I am new to Scala and Spark.
I am trying to use encoder to read a file from Spark and then convert to a java/scala object.
The first step to read the file applying a schema and encoding using as works fine.
Then I use that dataset/dataframe to do a simple map operation, but if I try to print the schema on the resultant dataset/dataframe it doesn't print any columns.
Also, when i first read the file, i don't map age field in Person class, just to calculate it in the map function to try out - but I don't see that age not mapped to the data frame using Person at all.
Data in Person.txt:
firstName,lastName,dob
ABC, XYZ, 01/01/2019
CDE, FGH, 01/02/2020
The below is the code:
object EncoderExample extends App {
val sparkSession = SparkSession.builder().appName("EncoderExample").master("local").getOrCreate();
case class Person(firstName: String, lastName: String, dob: String,var age: Int = 10)

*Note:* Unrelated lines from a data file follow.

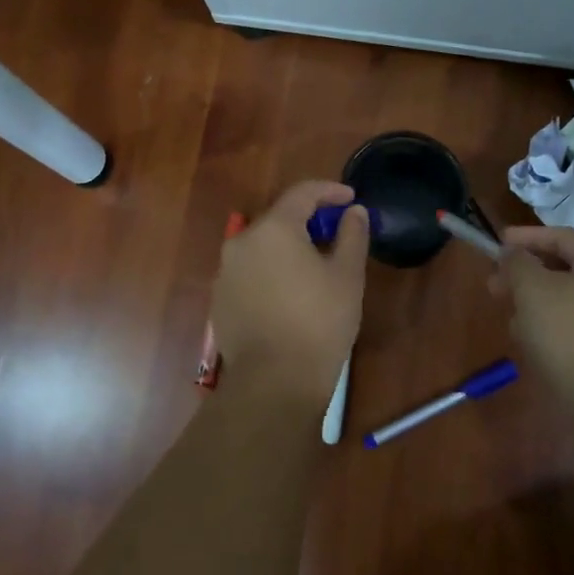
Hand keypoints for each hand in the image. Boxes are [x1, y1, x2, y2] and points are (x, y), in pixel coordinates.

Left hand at [212, 181, 368, 402]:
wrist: (273, 383)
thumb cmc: (318, 323)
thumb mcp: (347, 276)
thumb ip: (352, 235)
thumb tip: (353, 212)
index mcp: (273, 229)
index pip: (302, 193)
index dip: (330, 191)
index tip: (351, 199)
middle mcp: (241, 242)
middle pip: (279, 220)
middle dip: (309, 222)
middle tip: (337, 236)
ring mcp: (225, 273)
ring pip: (263, 248)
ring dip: (289, 249)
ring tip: (315, 268)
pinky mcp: (219, 300)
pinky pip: (250, 273)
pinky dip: (271, 272)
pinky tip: (290, 295)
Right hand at [499, 226, 573, 401]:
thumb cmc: (570, 332)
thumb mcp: (532, 289)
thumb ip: (517, 263)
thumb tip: (513, 254)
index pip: (560, 236)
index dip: (525, 237)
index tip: (497, 242)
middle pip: (561, 268)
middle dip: (523, 275)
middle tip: (494, 285)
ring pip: (563, 298)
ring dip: (532, 303)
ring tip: (509, 319)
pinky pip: (572, 324)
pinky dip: (548, 326)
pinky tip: (529, 343)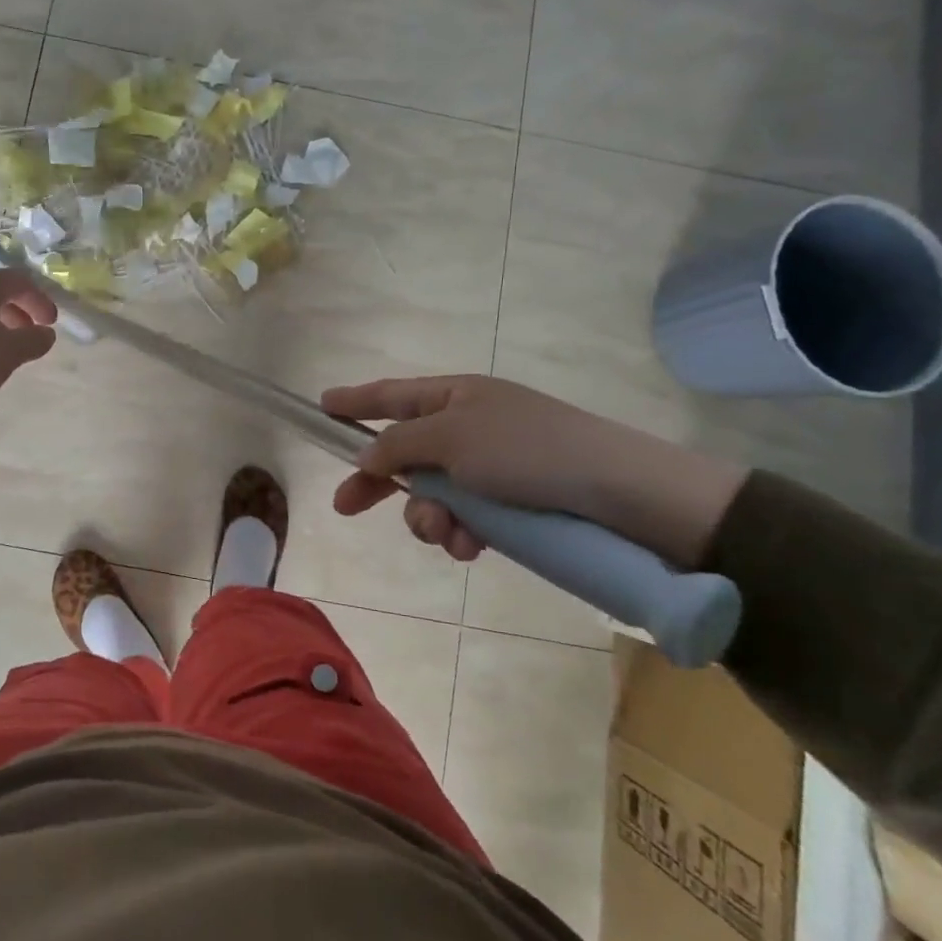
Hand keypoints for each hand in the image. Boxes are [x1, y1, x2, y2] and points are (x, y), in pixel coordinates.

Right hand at [319, 374, 746, 568]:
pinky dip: (462, 533)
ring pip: (432, 494)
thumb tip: (367, 455)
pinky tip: (473, 546)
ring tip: (448, 534)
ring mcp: (490, 467)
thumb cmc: (527, 451)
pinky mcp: (511, 505)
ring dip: (429, 517)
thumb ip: (399, 443)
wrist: (619, 493)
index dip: (355, 401)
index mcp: (455, 396)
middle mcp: (469, 427)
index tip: (322, 405)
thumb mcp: (452, 438)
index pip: (391, 394)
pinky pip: (465, 518)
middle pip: (405, 451)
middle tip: (345, 507)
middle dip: (380, 481)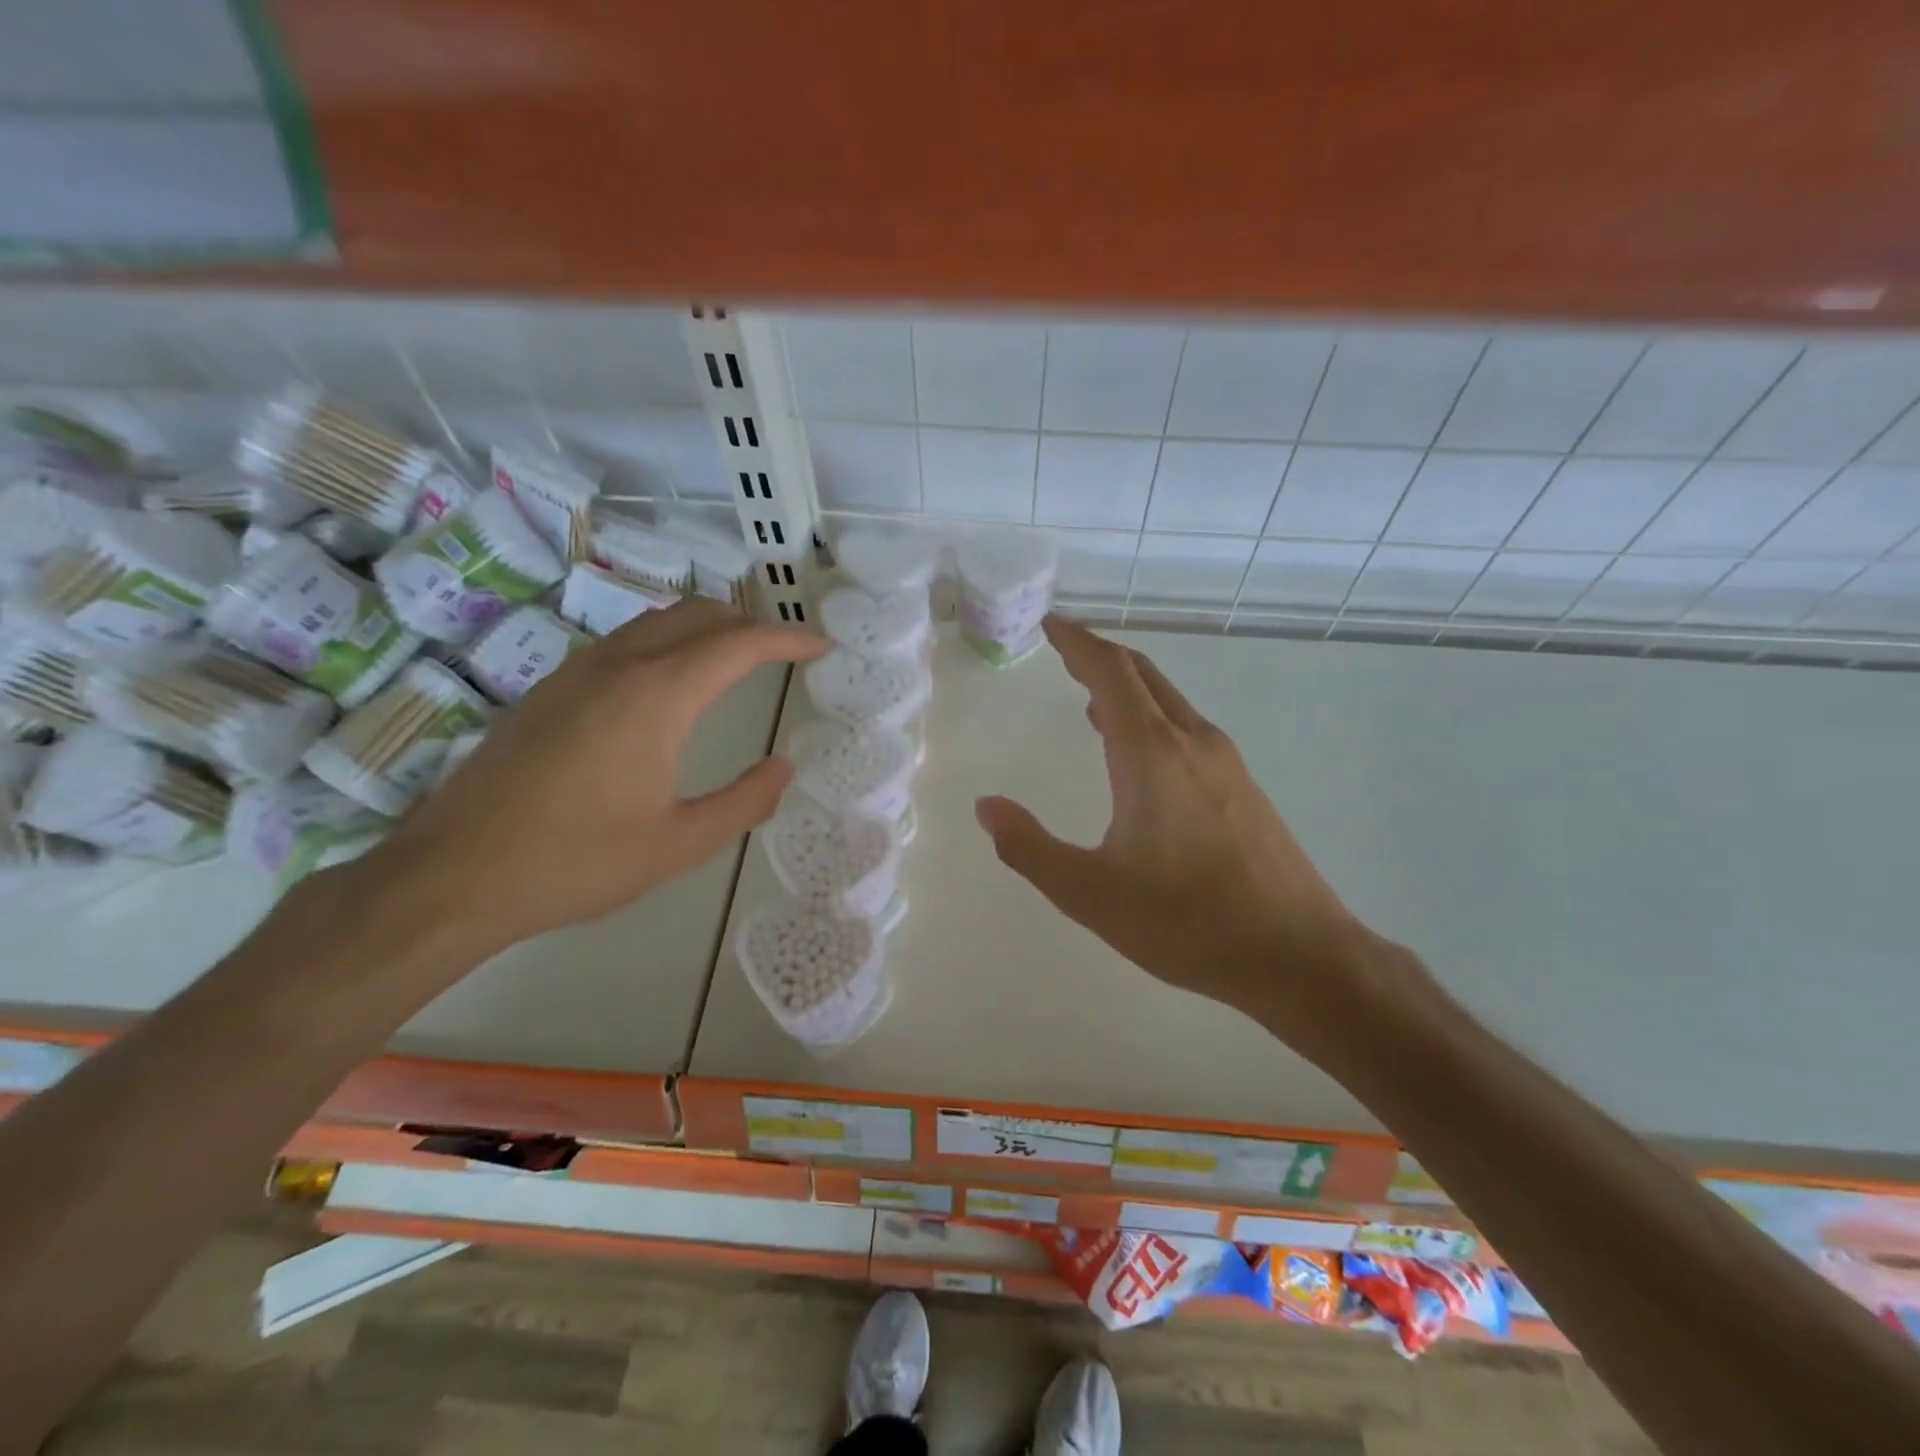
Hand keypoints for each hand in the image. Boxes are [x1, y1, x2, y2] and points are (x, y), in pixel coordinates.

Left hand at [365, 598, 822, 953]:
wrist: (453, 875)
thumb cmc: (577, 861)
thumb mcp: (680, 844)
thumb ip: (745, 801)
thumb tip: (783, 767)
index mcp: (657, 695)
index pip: (739, 642)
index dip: (788, 638)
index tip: (819, 647)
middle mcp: (618, 664)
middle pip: (698, 613)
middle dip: (750, 622)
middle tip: (784, 652)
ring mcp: (576, 670)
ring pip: (657, 620)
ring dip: (707, 627)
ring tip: (737, 659)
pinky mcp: (550, 688)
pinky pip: (625, 640)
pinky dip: (668, 641)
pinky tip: (671, 683)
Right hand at [974, 617, 1404, 1053]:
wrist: (1299, 956)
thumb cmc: (1188, 922)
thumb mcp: (1090, 893)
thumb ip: (1030, 848)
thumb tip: (986, 807)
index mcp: (1152, 755)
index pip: (1110, 673)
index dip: (1078, 642)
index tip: (1051, 623)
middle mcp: (1192, 742)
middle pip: (1143, 675)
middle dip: (1100, 655)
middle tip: (1064, 650)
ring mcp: (1226, 762)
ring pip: (1169, 701)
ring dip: (1128, 688)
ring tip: (1091, 700)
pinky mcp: (1244, 787)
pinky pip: (1187, 729)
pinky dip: (1152, 717)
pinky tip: (1139, 753)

implicit val encoder = Encoders.bean[Person](classOf[Person])
val personDf = sparkSession.read.option("header","true").option("inferSchema","true").csv("Person.txt").as(encoder)
personDf.printSchema()
personDf.show()
val calAge = personDf.map(p => {
p.age = Year.now().getValue - p.dob.substring(6).toInt
println(p.age)
p
} )//.toDF()//.as(encoder)
print("*********Person DF Schema after age calculation: ")
calAge.printSchema()
//calAge.show
}